The case of Ethicon Inc. v. United States Surgical Corp. has caused some comment on the conclusion that the court reached
in a situation where two persons initially collaborate but after
a falling out a patent application is filed naming only one of
them as inventor. The first issue before the court was whether
or not the collaborator (a Mr. Choi) who was not named as an inventor
should have been named as a joint inventor. The claims to be
considered were written in "means plus function form". The Federal
Circuit held that the contributor of any disclosed means of a
means plus function claim element is a joint inventor to that
claim, unless the one asserting sole inventorship can show that
the contribution of that means was simply a reduction to practice
of the sole inventor's broader concept.
In this case it found that Mr.
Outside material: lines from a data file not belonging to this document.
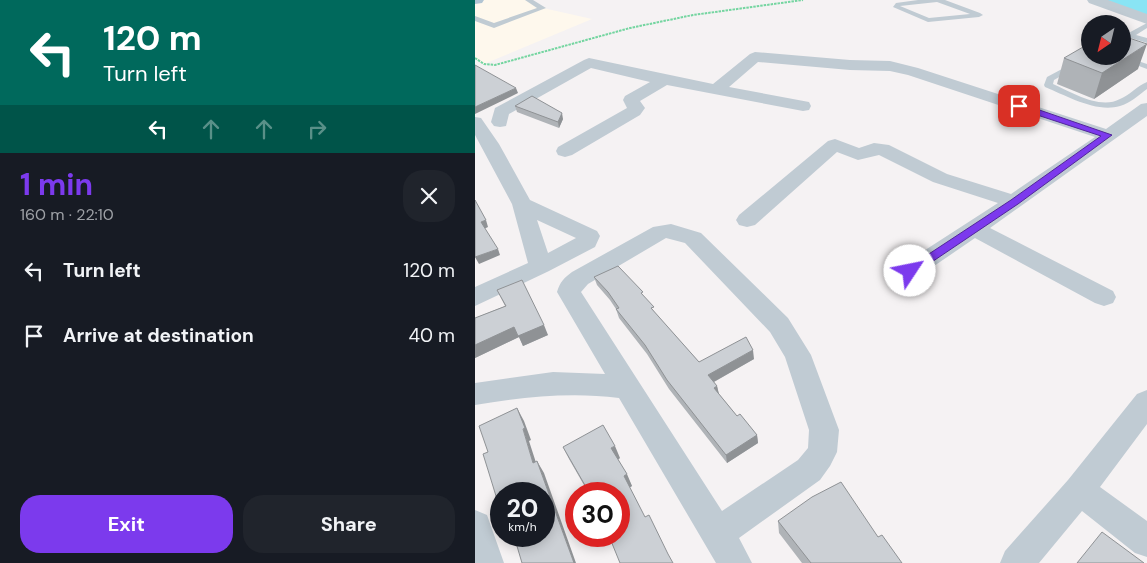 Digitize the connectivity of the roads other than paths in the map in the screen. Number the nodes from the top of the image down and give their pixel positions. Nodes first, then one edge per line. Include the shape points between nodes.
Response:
1 (528, 0) edge
2 (938, 0) edge
3 (1094, 0) edge
4 (475, 18) edge
5 (1147, 19) edge
6 (1147, 25) edge
7 (1131, 34) edge
8 (1131, 35) edge
9 (1147, 41) edge
10 (1131, 61) edge
11 (1081, 62) edge
12 (1147, 67) edge
13 (664, 80) junction
14 (1147, 85) edge
15 (716, 90) junction
16 (803, 106) dead end
17 (1147, 109) edge
18 (475, 122) edge
19 (500, 122) dead end
20 (1108, 135) junction
21 (565, 150) dead end
22 (1014, 202) junction
23 (522, 204) junction
24 (747, 220) dead end
25 (974, 228) junction
26 (541, 266) junction
27 (910, 271) dead end
28 (475, 297) edge
29 (1103, 297) dead end
30 (629, 388) junction
31 (475, 394) edge
32 (1147, 402) edge
33 (1079, 490) junction
34 (475, 526) edge
35 (717, 534) junction
36 (1147, 541) edge
37 (487, 563) edge
38 (735, 563) edge
39 (1017, 563) edge

1 - 4 lane via 543,8 494,26
2 - 2 lane via 898,4 896,7 928,20 979,15
3 - 5 street
6 - 7 lane
8 - 9 lane
10 - 12 lane
11 - 14 lane via 1050,79 1048,85 1109,105 1117,104
13 - 15 street
13 - 19 street via 589,63 501,112
13 - 21 street via 631,100 635,111
15 - 16 street
15 - 20 street via 755,57 890,66
17 - 20 street
18 - 23 street via 491,144
20 - 22 street
22 - 24 street via 940,178 882,149 874,148 858,154 835,145
22 - 25 street
23 - 26 street
23 - 26 street via 589,236 587,242
25 - 27 street
25 - 29 street
26 - 28 street
30 - 31 street via 578,383 545,384
30 - 35 street
30 - 35 street via 572,300 571,285 661,232 683,234 693,238 791,341 826,443 822,457 809,470
32 - 33 street
33 - 36 street
33 - 39 street
34 - 37 street
35 - 38 street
Choi was therefore a joint inventor
of two claims out of a total of fifty five claims in the patent
under consideration. Under U.S. law, the basic presumption is
that the invention belongs to the inventor rather than his employer
even if the invention was conceived and/or reduced to practice
during the course of the inventor's employment. This presumption
may, however, be displaced if the inventor is under some form
of obligation to assign his or her rights to another such as his
or her employer. In the present case there was no such agreement.
Therefore Mr. Choi had rights as a joint owner. According to
35 USC 262 in the absence of an agreement to the contrary, each
joint owner of a patent may make, use and sell the patented invention
without the permission of or the need to account to the other
joint owners. A majority of the Federal Circuit held that this
rule applied in the present case so that the co-inventor of a
single claim is in the absence of having assigned his or her rights
to someone else, the co-owner of the entire patent. Thus a license
granted under the entire patent by Mr. Choi had the effect of
preventing the other inventor from suing Mr. Choi's licensee for
infringement even on claims to which Mr. Choi had made no contribution.
Judge Newman dissented from the majority, pointing out that in
1984 the rules on joint inventorship had been liberalized to remove
the prior requirement that those named as joint inventors had
to have made a contribution to every claim. It was only as a
result of this change that Mr. Choi was entitled to be named as
a joint inventor at all. This being the case, the court should
in her view have returned to a consideration of the bases for
shared ownership, which in her view is based on shared invention
so that it is improper to give a contributor to a minor portion
of an invention a full share in the originator's patent.